__RECORDS SHOWN__:
________________

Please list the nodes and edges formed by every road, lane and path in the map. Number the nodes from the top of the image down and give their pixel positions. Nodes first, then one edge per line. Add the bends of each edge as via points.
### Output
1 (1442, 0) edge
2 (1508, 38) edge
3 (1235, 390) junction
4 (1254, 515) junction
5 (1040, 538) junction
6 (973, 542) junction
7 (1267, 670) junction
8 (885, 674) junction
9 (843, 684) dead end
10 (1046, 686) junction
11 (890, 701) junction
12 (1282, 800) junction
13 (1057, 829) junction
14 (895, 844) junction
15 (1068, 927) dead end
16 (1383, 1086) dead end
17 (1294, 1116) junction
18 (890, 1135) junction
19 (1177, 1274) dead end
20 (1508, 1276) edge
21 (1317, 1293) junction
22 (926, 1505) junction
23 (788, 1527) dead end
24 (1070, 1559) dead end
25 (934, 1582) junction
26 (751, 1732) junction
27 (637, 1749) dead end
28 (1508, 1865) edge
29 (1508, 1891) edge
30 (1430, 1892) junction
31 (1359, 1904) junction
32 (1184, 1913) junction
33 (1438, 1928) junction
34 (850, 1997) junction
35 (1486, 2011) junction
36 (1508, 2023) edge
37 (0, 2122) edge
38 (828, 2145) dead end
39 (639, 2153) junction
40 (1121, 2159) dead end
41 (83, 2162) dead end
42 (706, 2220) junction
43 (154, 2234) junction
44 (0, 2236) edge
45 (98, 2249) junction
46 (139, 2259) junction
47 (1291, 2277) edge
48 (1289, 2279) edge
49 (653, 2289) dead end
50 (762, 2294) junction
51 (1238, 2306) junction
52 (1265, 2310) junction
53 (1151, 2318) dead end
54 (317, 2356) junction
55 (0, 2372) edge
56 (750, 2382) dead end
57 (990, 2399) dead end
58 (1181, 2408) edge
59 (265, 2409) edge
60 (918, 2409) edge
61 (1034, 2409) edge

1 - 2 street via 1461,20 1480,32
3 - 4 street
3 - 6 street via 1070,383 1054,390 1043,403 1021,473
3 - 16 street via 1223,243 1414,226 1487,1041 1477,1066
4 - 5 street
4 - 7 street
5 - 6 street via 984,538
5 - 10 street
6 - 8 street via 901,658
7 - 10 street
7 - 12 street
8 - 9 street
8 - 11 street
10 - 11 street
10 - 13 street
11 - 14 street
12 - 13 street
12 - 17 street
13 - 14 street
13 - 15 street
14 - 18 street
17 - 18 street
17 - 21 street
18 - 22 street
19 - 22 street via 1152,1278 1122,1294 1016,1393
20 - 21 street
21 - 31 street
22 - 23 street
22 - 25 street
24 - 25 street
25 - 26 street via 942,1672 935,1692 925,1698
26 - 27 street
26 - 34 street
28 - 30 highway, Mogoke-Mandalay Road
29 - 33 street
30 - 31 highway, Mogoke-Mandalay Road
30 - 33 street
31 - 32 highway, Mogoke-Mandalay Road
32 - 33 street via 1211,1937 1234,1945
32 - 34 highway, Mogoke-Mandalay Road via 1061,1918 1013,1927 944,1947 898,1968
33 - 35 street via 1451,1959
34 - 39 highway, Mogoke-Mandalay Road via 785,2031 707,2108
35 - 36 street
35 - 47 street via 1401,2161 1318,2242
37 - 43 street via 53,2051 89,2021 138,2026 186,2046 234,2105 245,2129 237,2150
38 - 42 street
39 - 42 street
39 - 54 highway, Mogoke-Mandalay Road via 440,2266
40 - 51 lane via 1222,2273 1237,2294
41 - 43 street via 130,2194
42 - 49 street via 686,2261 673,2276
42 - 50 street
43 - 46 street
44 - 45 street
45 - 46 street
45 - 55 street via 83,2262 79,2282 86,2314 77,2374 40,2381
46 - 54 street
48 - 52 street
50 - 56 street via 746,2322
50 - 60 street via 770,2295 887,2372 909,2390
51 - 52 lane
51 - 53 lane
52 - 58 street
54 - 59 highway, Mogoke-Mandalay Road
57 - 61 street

________________

__WHAT YOU ARE ASKED TO DO__: Your answer must be an exact transcription of every record above.

__REPLY__:
Please list the nodes and edges formed by every road, lane and path in the map. Number the nodes from the top of the image down and give their pixel positions. Nodes first, then one edge per line. Add the bends of each edge as via points.
### Output
1 (1442, 0) edge
2 (1508, 38) edge
3 (1235, 390) junction
4 (1254, 515) junction
5 (1040, 538) junction
6 (973, 542) junction
7 (1267, 670) junction
8 (885, 674) junction
9 (843, 684) dead end
10 (1046, 686) junction
11 (890, 701) junction
12 (1282, 800) junction
13 (1057, 829) junction
14 (895, 844) junction
15 (1068, 927) dead end
16 (1383, 1086) dead end
17 (1294, 1116) junction
18 (890, 1135) junction
19 (1177, 1274) dead end
20 (1508, 1276) edge
21 (1317, 1293) junction
22 (926, 1505) junction
23 (788, 1527) dead end
24 (1070, 1559) dead end
25 (934, 1582) junction
26 (751, 1732) junction
27 (637, 1749) dead end
28 (1508, 1865) edge
29 (1508, 1891) edge
30 (1430, 1892) junction
31 (1359, 1904) junction
32 (1184, 1913) junction
33 (1438, 1928) junction
34 (850, 1997) junction
35 (1486, 2011) junction
36 (1508, 2023) edge
37 (0, 2122) edge
38 (828, 2145) dead end
39 (639, 2153) junction
40 (1121, 2159) dead end
41 (83, 2162) dead end
42 (706, 2220) junction
43 (154, 2234) junction
44 (0, 2236) edge
45 (98, 2249) junction
46 (139, 2259) junction
47 (1291, 2277) edge
48 (1289, 2279) edge
49 (653, 2289) dead end
50 (762, 2294) junction
51 (1238, 2306) junction
52 (1265, 2310) junction
53 (1151, 2318) dead end
54 (317, 2356) junction
55 (0, 2372) edge
56 (750, 2382) dead end
57 (990, 2399) dead end
58 (1181, 2408) edge
59 (265, 2409) edge
60 (918, 2409) edge
61 (1034, 2409) edge

1 - 2 street via 1461,20 1480,32
3 - 4 street
3 - 6 street via 1070,383 1054,390 1043,403 1021,473
3 - 16 street via 1223,243 1414,226 1487,1041 1477,1066
4 - 5 street
4 - 7 street
5 - 6 street via 984,538
5 - 10 street
6 - 8 street via 901,658
7 - 10 street
7 - 12 street
8 - 9 street
8 - 11 street
10 - 11 street
10 - 13 street
11 - 14 street
12 - 13 street
12 - 17 street
13 - 14 street
13 - 15 street
14 - 18 street
17 - 18 street
17 - 21 street
18 - 22 street
19 - 22 street via 1152,1278 1122,1294 1016,1393
20 - 21 street
21 - 31 street
22 - 23 street
22 - 25 street
24 - 25 street
25 - 26 street via 942,1672 935,1692 925,1698
26 - 27 street
26 - 34 street
28 - 30 highway, Mogoke-Mandalay Road
29 - 33 street
30 - 31 highway, Mogoke-Mandalay Road
30 - 33 street
31 - 32 highway, Mogoke-Mandalay Road
32 - 33 street via 1211,1937 1234,1945
32 - 34 highway, Mogoke-Mandalay Road via 1061,1918 1013,1927 944,1947 898,1968
33 - 35 street via 1451,1959
34 - 39 highway, Mogoke-Mandalay Road via 785,2031 707,2108
35 - 36 street
35 - 47 street via 1401,2161 1318,2242
37 - 43 street via 53,2051 89,2021 138,2026 186,2046 234,2105 245,2129 237,2150
38 - 42 street
39 - 42 street
39 - 54 highway, Mogoke-Mandalay Road via 440,2266
40 - 51 lane via 1222,2273 1237,2294
41 - 43 street via 130,2194
42 - 49 street via 686,2261 673,2276
42 - 50 street
43 - 46 street
44 - 45 street
45 - 46 street
45 - 55 street via 83,2262 79,2282 86,2314 77,2374 40,2381
46 - 54 street
48 - 52 street
50 - 56 street via 746,2322
50 - 60 street via 770,2295 887,2372 909,2390
51 - 52 lane
51 - 53 lane
52 - 58 street
54 - 59 highway, Mogoke-Mandalay Road
57 - 61 street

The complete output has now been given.